Without including any images, repeat the listing below exactly.

→ **Data records**
>>

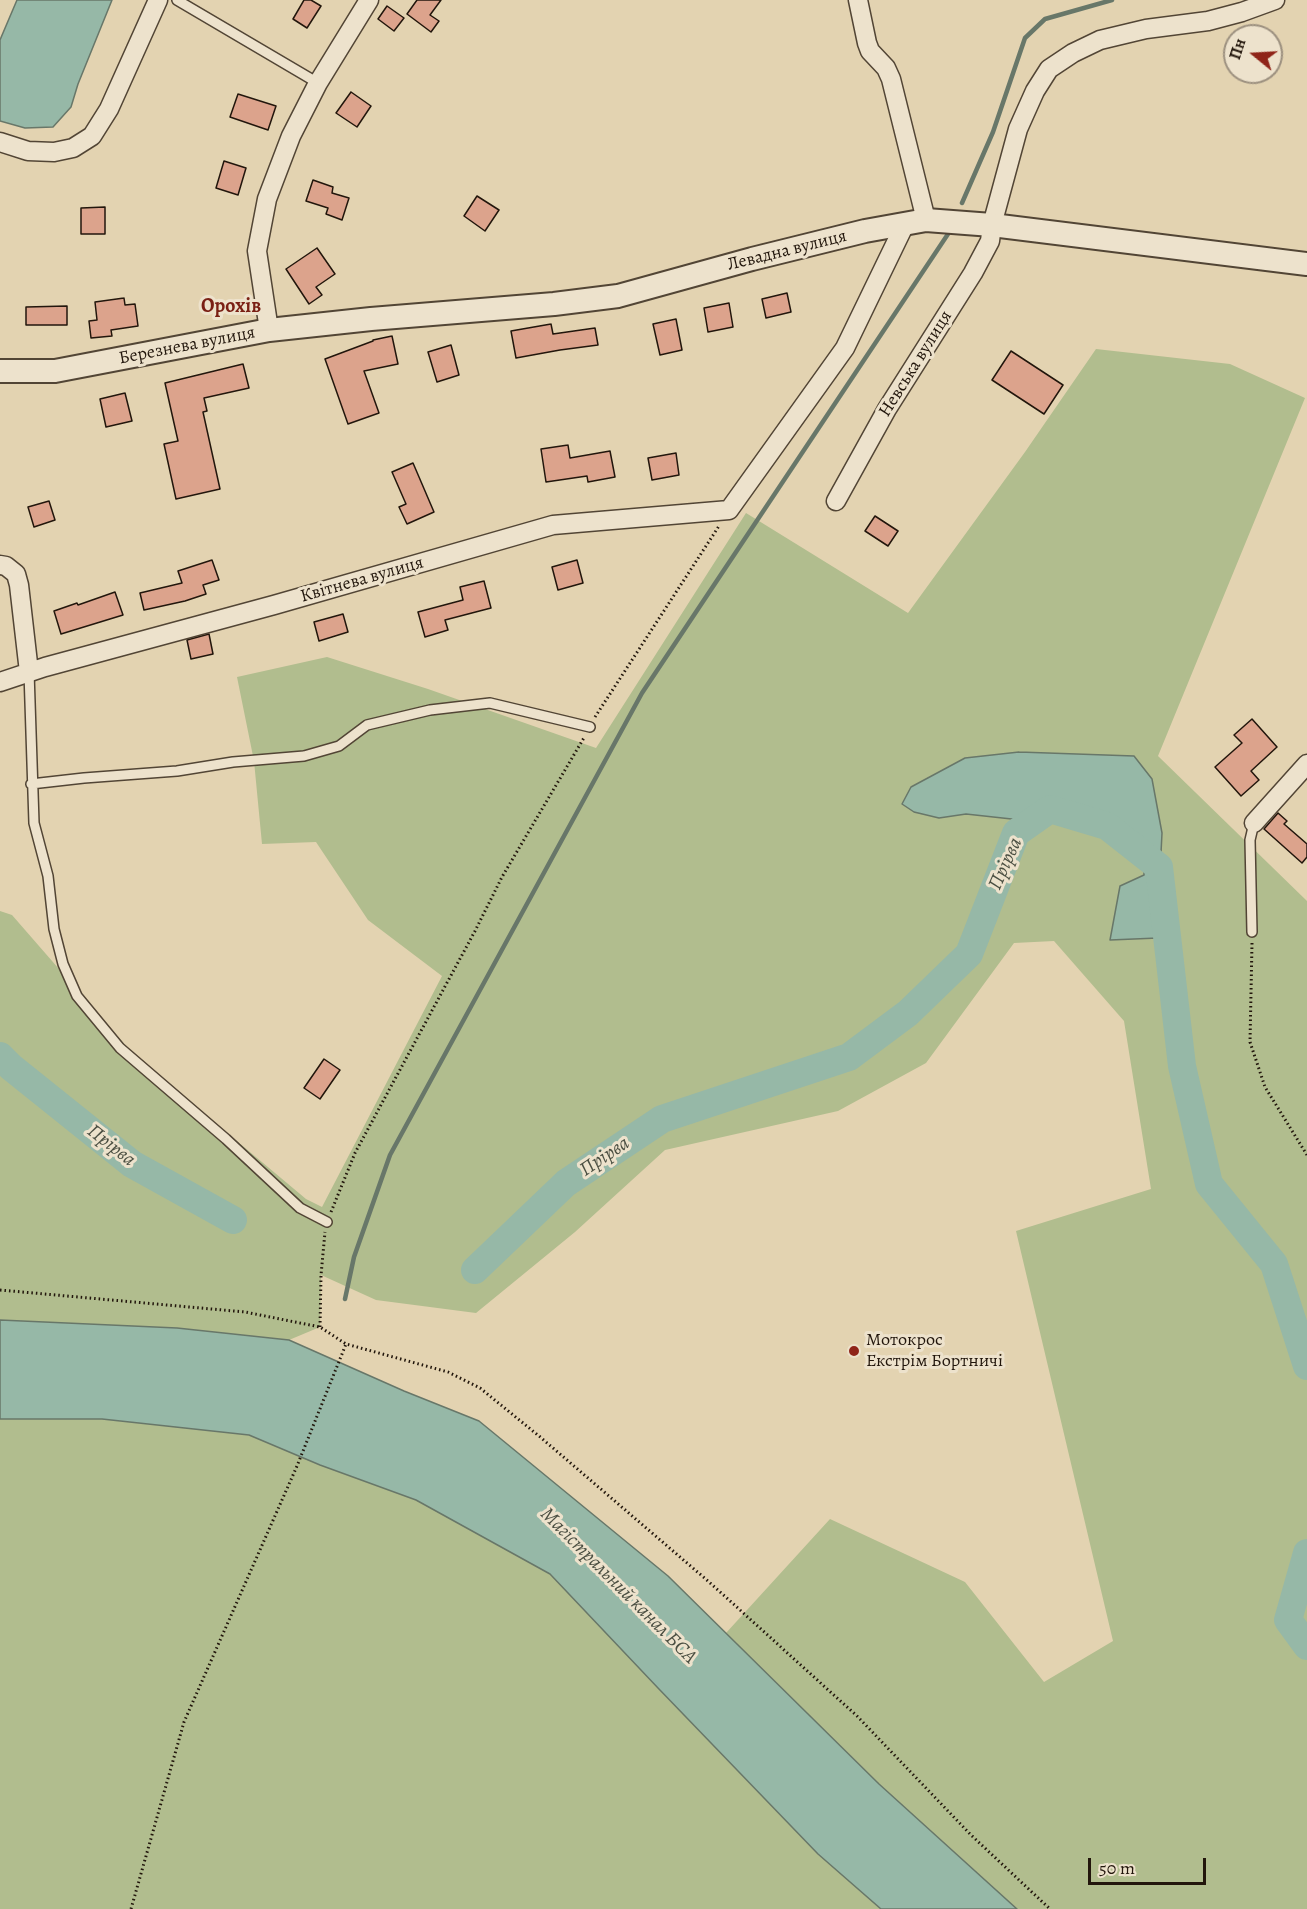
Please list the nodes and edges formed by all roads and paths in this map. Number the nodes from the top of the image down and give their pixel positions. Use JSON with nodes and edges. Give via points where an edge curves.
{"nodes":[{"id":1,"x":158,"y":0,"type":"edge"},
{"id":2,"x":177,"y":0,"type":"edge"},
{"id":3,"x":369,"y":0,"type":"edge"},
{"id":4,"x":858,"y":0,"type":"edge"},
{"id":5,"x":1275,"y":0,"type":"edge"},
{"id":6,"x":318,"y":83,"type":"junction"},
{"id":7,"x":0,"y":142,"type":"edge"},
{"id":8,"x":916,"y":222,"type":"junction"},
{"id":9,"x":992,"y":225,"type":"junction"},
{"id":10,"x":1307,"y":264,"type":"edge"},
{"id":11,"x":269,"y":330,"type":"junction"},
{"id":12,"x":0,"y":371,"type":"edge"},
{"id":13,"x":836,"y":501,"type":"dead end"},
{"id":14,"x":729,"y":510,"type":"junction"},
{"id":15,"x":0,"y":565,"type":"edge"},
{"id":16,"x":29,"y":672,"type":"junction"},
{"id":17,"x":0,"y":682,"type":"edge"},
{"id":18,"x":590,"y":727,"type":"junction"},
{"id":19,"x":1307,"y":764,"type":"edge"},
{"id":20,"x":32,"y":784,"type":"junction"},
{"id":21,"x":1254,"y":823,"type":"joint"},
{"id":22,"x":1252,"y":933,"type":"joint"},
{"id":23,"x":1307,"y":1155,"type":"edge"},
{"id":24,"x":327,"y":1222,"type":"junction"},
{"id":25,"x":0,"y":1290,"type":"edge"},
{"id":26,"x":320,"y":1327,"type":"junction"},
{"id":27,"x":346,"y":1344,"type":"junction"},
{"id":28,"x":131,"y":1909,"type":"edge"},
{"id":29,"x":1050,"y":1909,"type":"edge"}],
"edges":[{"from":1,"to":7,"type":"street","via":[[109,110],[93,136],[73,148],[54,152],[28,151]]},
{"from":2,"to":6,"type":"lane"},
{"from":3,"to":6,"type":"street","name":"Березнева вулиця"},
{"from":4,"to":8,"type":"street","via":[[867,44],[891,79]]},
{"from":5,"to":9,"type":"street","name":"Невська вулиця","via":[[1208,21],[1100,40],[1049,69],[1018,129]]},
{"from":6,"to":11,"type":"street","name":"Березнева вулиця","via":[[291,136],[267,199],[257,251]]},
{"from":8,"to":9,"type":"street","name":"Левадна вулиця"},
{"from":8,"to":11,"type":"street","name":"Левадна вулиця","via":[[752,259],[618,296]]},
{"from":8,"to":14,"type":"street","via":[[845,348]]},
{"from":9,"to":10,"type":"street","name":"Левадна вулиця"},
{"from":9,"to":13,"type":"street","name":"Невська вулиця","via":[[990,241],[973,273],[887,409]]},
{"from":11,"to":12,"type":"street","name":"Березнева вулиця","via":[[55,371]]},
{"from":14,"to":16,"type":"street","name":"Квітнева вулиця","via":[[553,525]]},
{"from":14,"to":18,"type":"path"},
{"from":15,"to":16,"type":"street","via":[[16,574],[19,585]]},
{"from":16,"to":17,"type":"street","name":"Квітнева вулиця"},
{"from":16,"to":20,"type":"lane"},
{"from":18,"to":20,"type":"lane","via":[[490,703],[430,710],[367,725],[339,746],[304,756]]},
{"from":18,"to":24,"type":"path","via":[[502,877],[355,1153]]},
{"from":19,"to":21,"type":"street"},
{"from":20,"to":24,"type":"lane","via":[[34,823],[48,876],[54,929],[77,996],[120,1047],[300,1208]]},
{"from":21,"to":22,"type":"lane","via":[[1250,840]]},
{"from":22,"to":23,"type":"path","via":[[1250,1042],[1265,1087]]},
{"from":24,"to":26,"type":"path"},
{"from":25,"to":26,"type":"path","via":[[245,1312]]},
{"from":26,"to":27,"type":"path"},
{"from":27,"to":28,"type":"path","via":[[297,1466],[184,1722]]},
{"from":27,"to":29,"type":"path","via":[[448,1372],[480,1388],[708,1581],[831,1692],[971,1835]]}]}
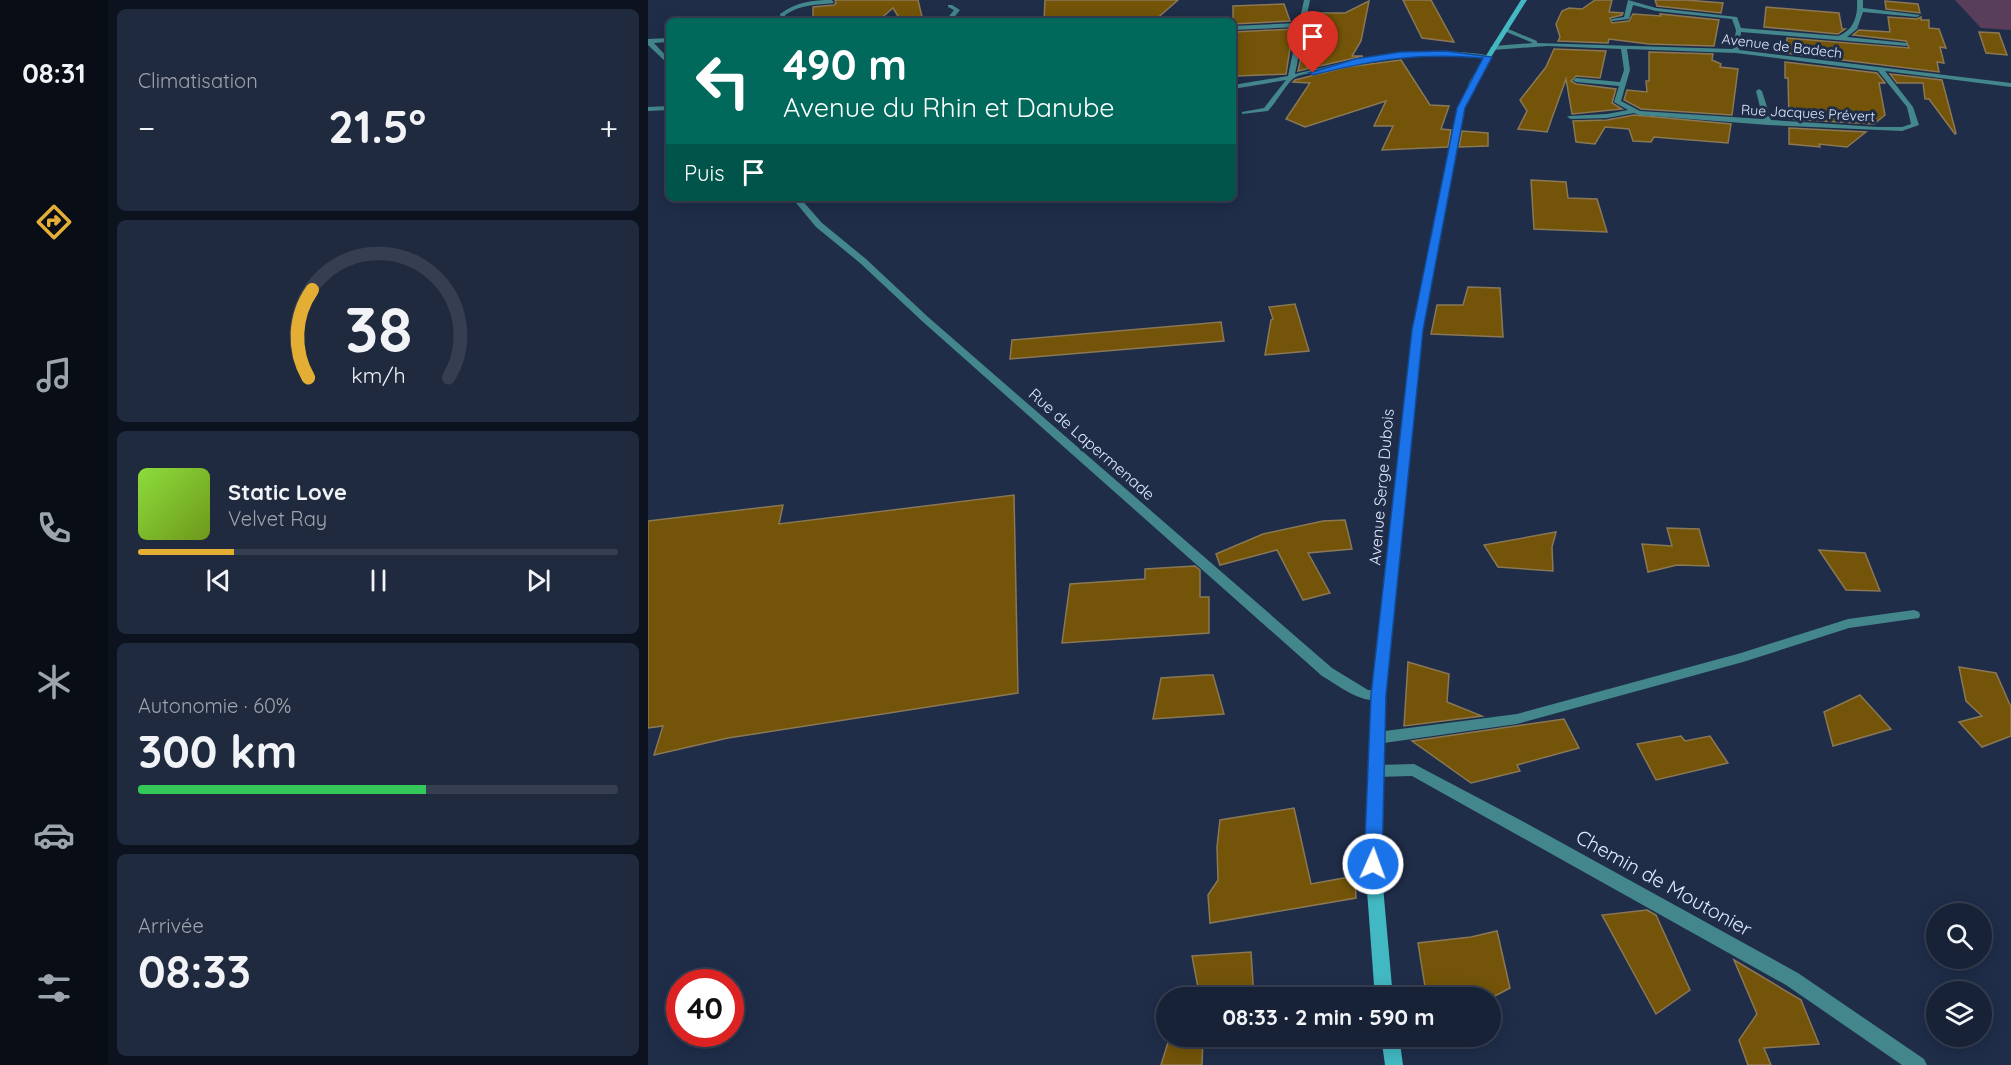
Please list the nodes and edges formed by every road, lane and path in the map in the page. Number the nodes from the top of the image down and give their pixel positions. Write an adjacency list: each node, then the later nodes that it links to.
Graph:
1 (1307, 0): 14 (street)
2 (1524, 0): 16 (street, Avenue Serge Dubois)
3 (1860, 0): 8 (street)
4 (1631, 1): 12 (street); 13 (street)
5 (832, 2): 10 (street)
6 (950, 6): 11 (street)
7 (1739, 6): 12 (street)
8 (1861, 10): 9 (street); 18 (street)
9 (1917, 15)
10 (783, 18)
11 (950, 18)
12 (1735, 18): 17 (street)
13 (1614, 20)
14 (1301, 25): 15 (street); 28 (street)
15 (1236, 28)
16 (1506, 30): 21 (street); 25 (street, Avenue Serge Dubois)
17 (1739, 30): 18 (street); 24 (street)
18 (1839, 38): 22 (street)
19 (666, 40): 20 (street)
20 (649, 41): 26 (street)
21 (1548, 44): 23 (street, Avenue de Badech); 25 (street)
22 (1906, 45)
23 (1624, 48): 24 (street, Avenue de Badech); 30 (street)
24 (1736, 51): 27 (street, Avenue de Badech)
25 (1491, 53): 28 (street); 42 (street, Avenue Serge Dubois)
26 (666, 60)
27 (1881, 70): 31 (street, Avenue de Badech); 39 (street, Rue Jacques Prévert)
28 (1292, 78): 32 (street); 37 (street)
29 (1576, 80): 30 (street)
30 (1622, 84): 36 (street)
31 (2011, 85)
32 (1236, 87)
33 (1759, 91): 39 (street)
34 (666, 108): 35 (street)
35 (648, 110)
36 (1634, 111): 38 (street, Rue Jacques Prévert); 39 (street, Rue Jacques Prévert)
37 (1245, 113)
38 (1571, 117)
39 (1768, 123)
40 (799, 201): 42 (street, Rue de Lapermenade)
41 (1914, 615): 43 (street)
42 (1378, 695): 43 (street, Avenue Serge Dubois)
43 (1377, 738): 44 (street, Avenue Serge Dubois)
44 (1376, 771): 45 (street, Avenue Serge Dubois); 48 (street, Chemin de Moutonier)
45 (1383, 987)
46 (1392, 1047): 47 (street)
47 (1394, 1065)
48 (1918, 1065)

<<

→ **Answer to this exercise**
Please list the nodes and edges formed by all roads and paths in this map. Number the nodes from the top of the image down and give their pixel positions. Use JSON with nodes and edges. Give via points where an edge curves.
{"nodes":[{"id":1,"x":158,"y":0,"type":"edge"},
{"id":2,"x":177,"y":0,"type":"edge"},
{"id":3,"x":369,"y":0,"type":"edge"},
{"id":4,"x":858,"y":0,"type":"edge"},
{"id":5,"x":1275,"y":0,"type":"edge"},
{"id":6,"x":318,"y":83,"type":"junction"},
{"id":7,"x":0,"y":142,"type":"edge"},
{"id":8,"x":916,"y":222,"type":"junction"},
{"id":9,"x":992,"y":225,"type":"junction"},
{"id":10,"x":1307,"y":264,"type":"edge"},
{"id":11,"x":269,"y":330,"type":"junction"},
{"id":12,"x":0,"y":371,"type":"edge"},
{"id":13,"x":836,"y":501,"type":"dead end"},
{"id":14,"x":729,"y":510,"type":"junction"},
{"id":15,"x":0,"y":565,"type":"edge"},
{"id":16,"x":29,"y":672,"type":"junction"},
{"id":17,"x":0,"y":682,"type":"edge"},
{"id":18,"x":590,"y":727,"type":"junction"},
{"id":19,"x":1307,"y":764,"type":"edge"},
{"id":20,"x":32,"y":784,"type":"junction"},
{"id":21,"x":1254,"y":823,"type":"joint"},
{"id":22,"x":1252,"y":933,"type":"joint"},
{"id":23,"x":1307,"y":1155,"type":"edge"},
{"id":24,"x":327,"y":1222,"type":"junction"},
{"id":25,"x":0,"y":1290,"type":"edge"},
{"id":26,"x":320,"y":1327,"type":"junction"},
{"id":27,"x":346,"y":1344,"type":"junction"},
{"id":28,"x":131,"y":1909,"type":"edge"},
{"id":29,"x":1050,"y":1909,"type":"edge"}],
"edges":[{"from":1,"to":7,"type":"street","via":[[109,110],[93,136],[73,148],[54,152],[28,151]]},
{"from":2,"to":6,"type":"lane"},
{"from":3,"to":6,"type":"street","name":"Березнева вулиця"},
{"from":4,"to":8,"type":"street","via":[[867,44],[891,79]]},
{"from":5,"to":9,"type":"street","name":"Невська вулиця","via":[[1208,21],[1100,40],[1049,69],[1018,129]]},
{"from":6,"to":11,"type":"street","name":"Березнева вулиця","via":[[291,136],[267,199],[257,251]]},
{"from":8,"to":9,"type":"street","name":"Левадна вулиця"},
{"from":8,"to":11,"type":"street","name":"Левадна вулиця","via":[[752,259],[618,296]]},
{"from":8,"to":14,"type":"street","via":[[845,348]]},
{"from":9,"to":10,"type":"street","name":"Левадна вулиця"},
{"from":9,"to":13,"type":"street","name":"Невська вулиця","via":[[990,241],[973,273],[887,409]]},
{"from":11,"to":12,"type":"street","name":"Березнева вулиця","via":[[55,371]]},
{"from":14,"to":16,"type":"street","name":"Квітнева вулиця","via":[[553,525]]},
{"from":14,"to":18,"type":"path"},
{"from":15,"to":16,"type":"street","via":[[16,574],[19,585]]},
{"from":16,"to":17,"type":"street","name":"Квітнева вулиця"},
{"from":16,"to":20,"type":"lane"},
{"from":18,"to":20,"type":"lane","via":[[490,703],[430,710],[367,725],[339,746],[304,756]]},
{"from":18,"to":24,"type":"path","via":[[502,877],[355,1153]]},
{"from":19,"to":21,"type":"street"},
{"from":20,"to":24,"type":"lane","via":[[34,823],[48,876],[54,929],[77,996],[120,1047],[300,1208]]},
{"from":21,"to":22,"type":"lane","via":[[1250,840]]},
{"from":22,"to":23,"type":"path","via":[[1250,1042],[1265,1087]]},
{"from":24,"to":26,"type":"path"},
{"from":25,"to":26,"type":"path","via":[[245,1312]]},
{"from":26,"to":27,"type":"path"},
{"from":27,"to":28,"type":"path","via":[[297,1466],[184,1722]]},
{"from":27,"to":29,"type":"path","via":[[448,1372],[480,1388],[708,1581],[831,1692],[971,1835]]}]}
Please list the nodes and edges formed by every road, lane and path in the map in the page. Number the nodes from the top of the image down and give their pixel positions. Write an adjacency list: each node, then the later nodes that it links to.
Graph:
1 (1307, 0): 14 (street)
2 (1524, 0): 16 (street, Avenue Serge Dubois)
3 (1860, 0): 8 (street)
4 (1631, 1): 12 (street); 13 (street)
5 (832, 2): 10 (street)
6 (950, 6): 11 (street)
7 (1739, 6): 12 (street)
8 (1861, 10): 9 (street); 18 (street)
9 (1917, 15)
10 (783, 18)
11 (950, 18)
12 (1735, 18): 17 (street)
13 (1614, 20)
14 (1301, 25): 15 (street); 28 (street)
15 (1236, 28)
16 (1506, 30): 21 (street); 25 (street, Avenue Serge Dubois)
17 (1739, 30): 18 (street); 24 (street)
18 (1839, 38): 22 (street)
19 (666, 40): 20 (street)
20 (649, 41): 26 (street)
21 (1548, 44): 23 (street, Avenue de Badech); 25 (street)
22 (1906, 45)
23 (1624, 48): 24 (street, Avenue de Badech); 30 (street)
24 (1736, 51): 27 (street, Avenue de Badech)
25 (1491, 53): 28 (street); 42 (street, Avenue Serge Dubois)
26 (666, 60)
27 (1881, 70): 31 (street, Avenue de Badech); 39 (street, Rue Jacques Prévert)
28 (1292, 78): 32 (street); 37 (street)
29 (1576, 80): 30 (street)
30 (1622, 84): 36 (street)
31 (2011, 85)
32 (1236, 87)
33 (1759, 91): 39 (street)
34 (666, 108): 35 (street)
35 (648, 110)
36 (1634, 111): 38 (street, Rue Jacques Prévert); 39 (street, Rue Jacques Prévert)
37 (1245, 113)
38 (1571, 117)
39 (1768, 123)
40 (799, 201): 42 (street, Rue de Lapermenade)
41 (1914, 615): 43 (street)
42 (1378, 695): 43 (street, Avenue Serge Dubois)
43 (1377, 738): 44 (street, Avenue Serge Dubois)
44 (1376, 771): 45 (street, Avenue Serge Dubois); 48 (street, Chemin de Moutonier)
45 (1383, 987)
46 (1392, 1047): 47 (street)
47 (1394, 1065)
48 (1918, 1065)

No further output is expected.